#### [TASK DIRECTIONS]
Without the pictures, repeat all of the data exactly as it appears below.

DATA RECORDS: Begin

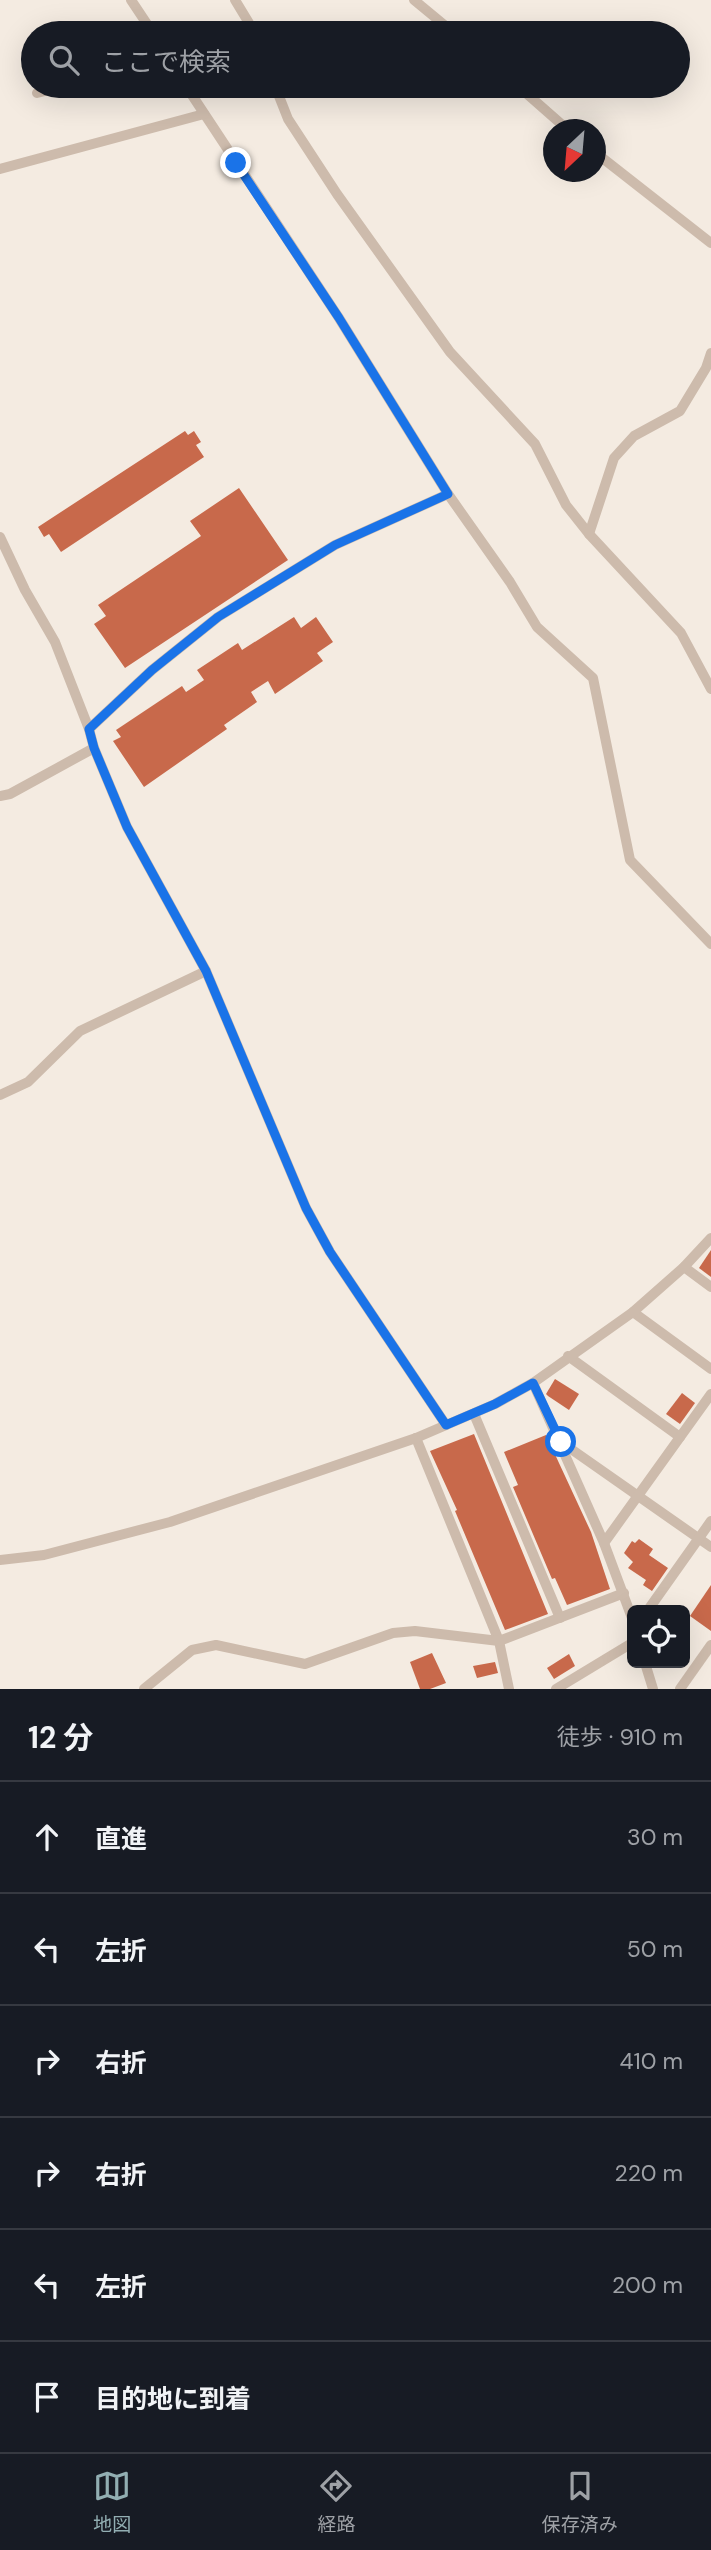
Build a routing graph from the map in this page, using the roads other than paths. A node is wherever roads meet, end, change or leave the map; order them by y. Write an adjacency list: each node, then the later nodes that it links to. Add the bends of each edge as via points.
1 (131, 0): 4 (street)
2 (234, 0): 5 (street)
3 (414, 0): 6 (street)
4 (145, 21)
5 (247, 21)
6 (439, 21)
7 (194, 98): 10 (street)
8 (280, 98): 17 (street, via 288,119 337,194 450,352 535,444 566,505)
9 (532, 98): 11 (street)
10 (204, 114): 13 (street); 16 (street)
11 (556, 119)
12 (606, 161): 14 (street)
13 (0, 169)
14 (711, 243)
15 (711, 353): 17 (street, via 680,411 634,436 614,458)
16 (448, 494): 20 (street, via 335,545 218,617); 23 (street, via 537,627 593,678 630,860)
17 (589, 534): 19 (street, via 681,633)
18 (0, 537): 20 (street, via 55,642)
19 (711, 689)
20 (89, 729): 21 (street)
21 (94, 748): 22 (street); 24 (street, via 127,827)
22 (0, 796)
23 (711, 944)
24 (206, 971): 25 (street, via 80,1031 28,1082); 35 (street, via 306,1208 330,1252)
25 (0, 1095)
26 (711, 1238): 27 (street)
27 (684, 1268): 28 (street); 29 (street)
28 (711, 1287)
29 (633, 1312): 30 (street); 31 (street)
30 (568, 1356): 32 (street); 36 (street)
31 (711, 1369)
32 (533, 1383): 34 (street); 38 (street)
33 (711, 1394): 36 (street)
34 (474, 1413): 35 (street); 48 (street)
35 (446, 1425): 37 (street)
36 (680, 1437): 39 (street)
37 (416, 1438): 44 (street, via 170,1522 44,1555); 49 (street)
38 (561, 1442): 39 (street); 42 (street)
39 (637, 1495): 41 (street); 42 (street)
40 (711, 1521): 41 (street)
41 (699, 1538): 43 (street); 47 (street)
42 (604, 1544): 45 (street)
43 (711, 1547)
44 (0, 1560)
45 (624, 1593): 46 (street); 48 (street)
46 (628, 1605)
47 (652, 1605)
48 (560, 1618): 49 (street)
49 (499, 1641): 53 (street, via 415,1631 393,1633 305,1664 216,1645 192,1650); 54 (street)
50 (711, 1645): 57 (street)
51 (627, 1646): 55 (street)
52 (647, 1668): 56 (street)
53 (144, 1689)
54 (509, 1689)
55 (556, 1689)
56 (653, 1689)
57 (680, 1689)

DATA RECORDS: End

#### [ANSWER BELOW]
Build a routing graph from the map in this page, using the roads other than paths. A node is wherever roads meet, end, change or leave the map; order them by y. Write an adjacency list: each node, then the later nodes that it links to. Add the bends of each edge as via points.
1 (131, 0): 4 (street)
2 (234, 0): 5 (street)
3 (414, 0): 6 (street)
4 (145, 21)
5 (247, 21)
6 (439, 21)
7 (194, 98): 10 (street)
8 (280, 98): 17 (street, via 288,119 337,194 450,352 535,444 566,505)
9 (532, 98): 11 (street)
10 (204, 114): 13 (street); 16 (street)
11 (556, 119)
12 (606, 161): 14 (street)
13 (0, 169)
14 (711, 243)
15 (711, 353): 17 (street, via 680,411 634,436 614,458)
16 (448, 494): 20 (street, via 335,545 218,617); 23 (street, via 537,627 593,678 630,860)
17 (589, 534): 19 (street, via 681,633)
18 (0, 537): 20 (street, via 55,642)
19 (711, 689)
20 (89, 729): 21 (street)
21 (94, 748): 22 (street); 24 (street, via 127,827)
22 (0, 796)
23 (711, 944)
24 (206, 971): 25 (street, via 80,1031 28,1082); 35 (street, via 306,1208 330,1252)
25 (0, 1095)
26 (711, 1238): 27 (street)
27 (684, 1268): 28 (street); 29 (street)
28 (711, 1287)
29 (633, 1312): 30 (street); 31 (street)
30 (568, 1356): 32 (street); 36 (street)
31 (711, 1369)
32 (533, 1383): 34 (street); 38 (street)
33 (711, 1394): 36 (street)
34 (474, 1413): 35 (street); 48 (street)
35 (446, 1425): 37 (street)
36 (680, 1437): 39 (street)
37 (416, 1438): 44 (street, via 170,1522 44,1555); 49 (street)
38 (561, 1442): 39 (street); 42 (street)
39 (637, 1495): 41 (street); 42 (street)
40 (711, 1521): 41 (street)
41 (699, 1538): 43 (street); 47 (street)
42 (604, 1544): 45 (street)
43 (711, 1547)
44 (0, 1560)
45 (624, 1593): 46 (street); 48 (street)
46 (628, 1605)
47 (652, 1605)
48 (560, 1618): 49 (street)
49 (499, 1641): 53 (street, via 415,1631 393,1633 305,1664 216,1645 192,1650); 54 (street)
50 (711, 1645): 57 (street)
51 (627, 1646): 55 (street)
52 (647, 1668): 56 (street)
53 (144, 1689)
54 (509, 1689)
55 (556, 1689)
56 (653, 1689)
57 (680, 1689)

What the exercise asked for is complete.